Add to that, our local team won the World Series(GO PHILLIES!!!) and the city gave the parade on a workday to guarantee a large turnout. They also begged the people to take public transit in and back out to keep car congestion to a minimum. Good theory, but outbound paradegoers had to wait as much as 3 hours for trains out, the system was so overwhelmed.
By the time we were able to shoehorn ourselves into our own neighborhood, the parade revelers, estimated at 2 million, had left the ball park and were making their way home, getting drunker with every block travelled, thanks to all the local bars having their doors open. Curiously, the number of trick-or-treaters was low this year.

Anonymous said...

Well It hink the carting the kids to another neighbourhood started when some neighbourhoods just aren't very kid friendly.

Around here the popular neighbourhoods are the "old suburbs", small lots, houses close together, narrower streets.

The exurbs where you have to hike 20min from house to house. ugh.
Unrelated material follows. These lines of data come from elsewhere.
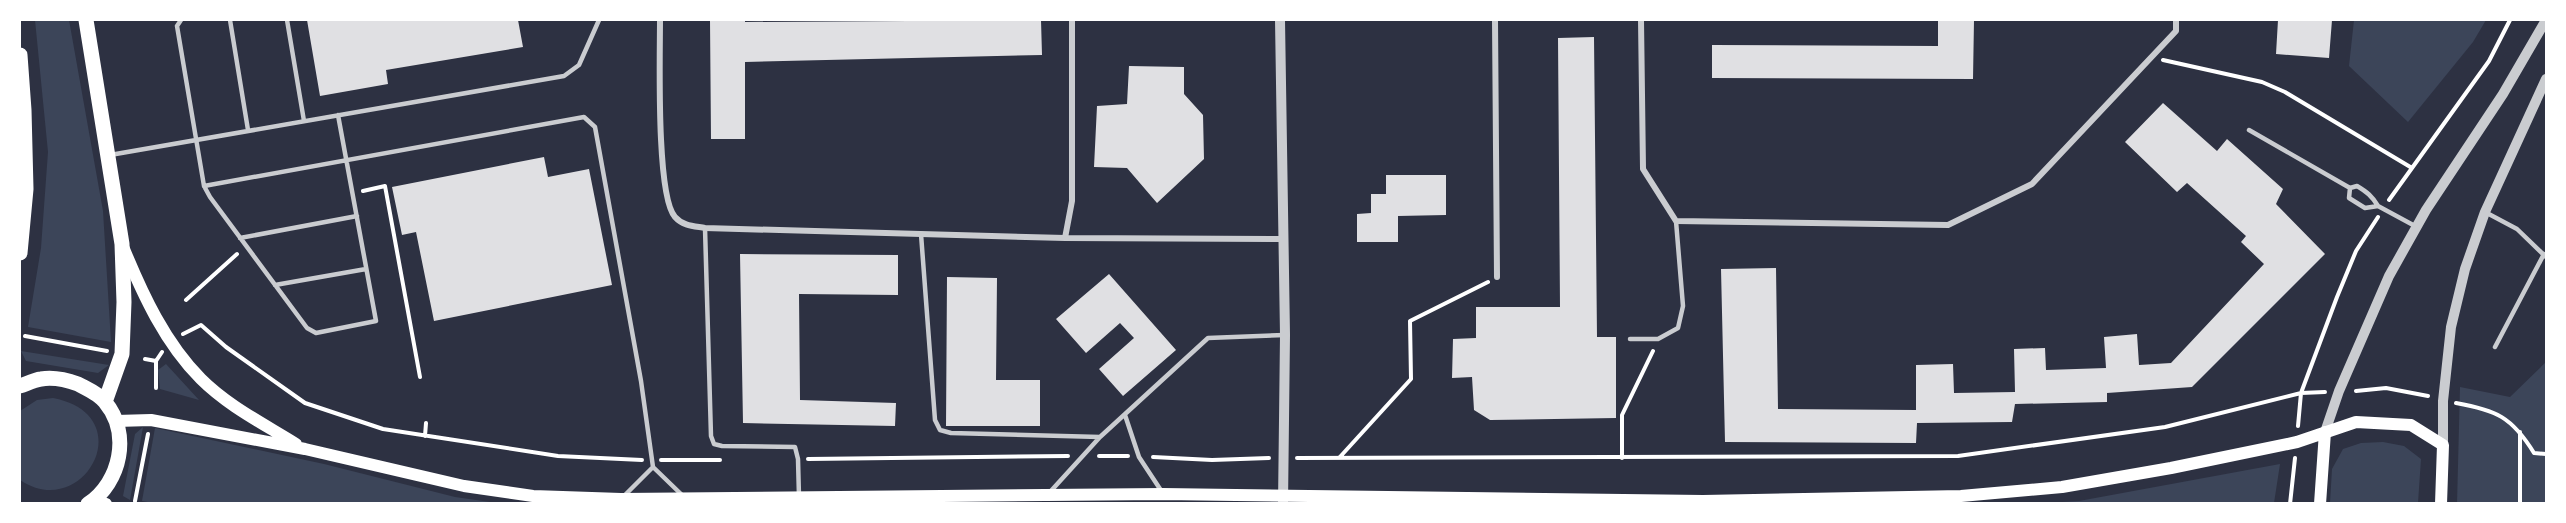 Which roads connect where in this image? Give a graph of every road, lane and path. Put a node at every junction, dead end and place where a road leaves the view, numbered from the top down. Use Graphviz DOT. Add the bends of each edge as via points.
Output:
graph roads {
  1 [pos="86,20"];
  2 [pos="181,20"];
  3 [pos="230,20"];
  4 [pos="286,20"];
  5 [pos="599,20"];
  6 [pos="660,20"];
  7 [pos="1072,20"];
  8 [pos="1280,20"];
  9 [pos="1495,20"];
  10 [pos="1641,20"];
  11 [pos="2176,20"];
  12 [pos="2510,20"];
  13 [pos="2546,20"];
  14 [pos="20,56"];
  15 [pos="2151,57"];
  16 [pos="2547,79"];
  17 [pos="338,115"];
  18 [pos="304,121"];
  19 [pos="248,130"];
  20 [pos="2249,130"];
  21 [pos="195,140"];
  22 [pos="107,156"];
  23 [pos="348,161"];
  24 [pos="2412,168"];
  25 [pos="204,186"];
  26 [pos="2350,188"];
  27 [pos="353,193"];
  28 [pos="2381,208"];
  29 [pos="2485,212"];
  30 [pos="357,216"];
  31 [pos="1676,221"];
  32 [pos="2416,227"];
  33 [pos="705,228"];
  34 [pos="921,234"];
  35 [pos="240,238"];
  36 [pos="1065,238"];
  37 [pos="1282,239"];
  38 [pos="122,244"];
  39 [pos="246,246"];
  40 [pos="20,253"];
  41 [pos="2545,255"];
  42 [pos="366,269"];
  43 [pos="1497,278"];
  44 [pos="276,285"];
  45 [pos="186,300"];
  46 [pos="1285,335"];
  47 [pos="25,336"];
  48 [pos="1630,339"];
  49 [pos="1658,339"];
  50 [pos="2495,347"];
  51 [pos="111,352"];
  52 [pos="145,358"];
  53 [pos="420,377"];
  54 [pos="20,386"];
  55 [pos="156,388"];
  56 [pos="2301,393"];
  57 [pos="105,402"];
  58 [pos="1125,415"];
  59 [pos="116,421"];
  60 [pos="426,423"];
  61 [pos="149,428"];
  62 [pos="2520,431"];
  63 [pos="2325,432"];
  64 [pos="425,436"];
  65 [pos="1100,437"];
  66 [pos="2296,442"];
  67 [pos="2443,445"];
  68 [pos="305,449"];
  69 [pos="1622,458"];
  70 [pos="653,467"];
  71 [pos="1163,494"];
  72 [pos="1046,496"];
  73 [pos="799,497"];
  74 [pos="621,499"];
  75 [pos="686,499"];
  76 [pos="1283,500"];
  77 [pos="135,501"];
  78 [pos="93,503"];
  79 [pos="2290,504"];
  80 [pos="2320,504"];
  81 [pos="2441,504"];
  82 [pos="2520,504"];
  1 -- 22 [label="main road"];
  2 -- 21 [label="lane" via="177,26"];
  3 -- 19 [label="lane"];
  4 -- 18 [label="lane"];
  5 -- 17 [label="lane" via="579,65 564,76"];
  6 -- 33 [label="street" via="663,180 674,216 685,225"];
  7 -- 36 [label="street" via="1072,201"];
  8 -- 37 [label="street"];
  9 -- 43 [label="street"];
  10 -- 31 [label="street" via="1643,169"];
  11 -- 15 [label="street" via="2176,31"];
  12 -- 24 [label="path" via="2489,61"];
  13 -- 32 [label="street"];
  14 -- 40 [label="main road" via="26,189"];
  15 -- 24 [label="path" via="2262,82"];
  15 -- 31 [label="street" via="2032,184 1948,225"];
  16 -- 29 [label="street"];
  17 -- 18 [label="lane"];
  17 -- 23 [label="lane"];
  18 -- 19 [label="lane"];
  19 -- 21 [label="lane"];
  20 -- 26 [label="lane"];
  21 -- 22 [label="lane"];
  21 -- 25 [label="lane"];
  22 -- 38 [label="main road"];
  23 -- 25 [label="lane"];
  23 -- 27 [label="lane"];
  23 -- 70 [label="lane" via="584,117 595,127"];
  24 -- 28 [label="path"];
  25 -- 35 [label="lane"];
  26 -- 28 [label="lane" via="2357,186 2371,194"];
  26 -- 28 [label="lane" via="2349,198 2365,208"];
  27 -- 30 [label="lane"];
  27 -- 53 [label="path" via="385,186"];
  28 -- 32 [label="lane"];
  28 -- 56 [label="path" via="2356,251"];
  29 -- 41 [label="lane" via="2517,229"];
  29 -- 67 [label="street" via="2465,269 2451,327"];
  30 -- 35 [label="lane"];
  30 -- 42 [label="lane"];
  31 -- 49 [label="lane" via="1683,306 1678,328"];
  32 -- 63 [label="street" via="2388,276"];
  33 -- 34 [label="street"];
  33 -- 73 [label="lane" via="711,436 714,444 722,446 795,447"];
  34 -- 36 [label="street"];
  34 -- 65 [label="lane" via="935,420 940,430 951,434"];
  35 -- 39 [label="lane"];
  36 -- 37 [label="street"];
  37 -- 46 [label="street"];
  38 -- 57 [label="main road" via="122,354"];
  38 -- 68 [label="main road" via="146,302 201,379 238,409"];
  39 -- 44 [label="lane"];
  39 -- 45 [label="path"];
  41 -- 50 [label="lane"];
  42 -- 44 [label="lane"];
  42 -- 44 [label="lane" via="376,321 316,333 307,328"];
  43 -- 69 [label="path" via="1410,321 1411,379 1338,459"];
  46 -- 58 [label="lane" via="1208,338"];
  46 -- 76 [label="street"];
  47 -- 51 [label="path"];
  48 -- 49 [label="lane"];
  49 -- 69 [label="path" via="1622,415"];
  52 -- 55 [label="path" via="156,361"];
  54 -- 57 [label="main road" via="42,378 68,380"];
  56 -- 66 [label="path"];
  56 -- 69 [label="path" via="2165,427 1958,456"];
  57 -- 59 [label="main road"];
  58 -- 65 [label="lane"];
  58 -- 71 [label="lane" via="1139,457"];
  59 -- 68 [label="main road" via="151,420"];
  59 -- 78 [label="main road" via="118,461 109,483"];
  60 -- 64 [label="path"];
  61 -- 77 [label="path"];
  62 -- 82 [label="path"];
  63 -- 66 [label="main road"];
  63 -- 67 [label="main road" via="2356,422 2411,425"];
  63 -- 80 [label="main road"];
  65 -- 72 [label="lane"];
  66 -- 76 [label="main road" via="2061,487 1961,496 1702,501"];
  66 -- 79 [label="path"];
  67 -- 81 [label="main road"];
  68 -- 74 [label="main road" via="464,486 533,496"];
  70 -- 74 [label="lane"];
  70 -- 75 [label="lane"];
  71 -- 72 [label="main road"];
  71 -- 76 [label="main road"];
  72 -- 73 [label="main road"];
  73 -- 75 [label="main road"];
  74 -- 75 [label="main road"];
}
The "not so nice" neighbourhoods where the kids needs s swat team escort... The high rise neighbourhoods, the wierd condo developments, none of those are conducive to a nice experience.

JimB said...

Had 150 bags of various chips when tha night started... 15 left at the end. That's 135 kiddies came by. Some of the little ones were quite a trip.

Unknown said...

Personally I skipped on "beggar's night" this year for a couple of reasons. Last year I intimidated the older tweenies by open carrying as I passed out the goodies. Parents with kids didn't have a problem and one mom even pointed out the owb "costume accessory" I was wearing to her youngster in fatigues. :-) Go GI Mom! Most of the teenagers crossed the road at my house and avoided me. Of course a week or so later I got a nice visit where they "decorated" my place. Thus the major reason for skipping.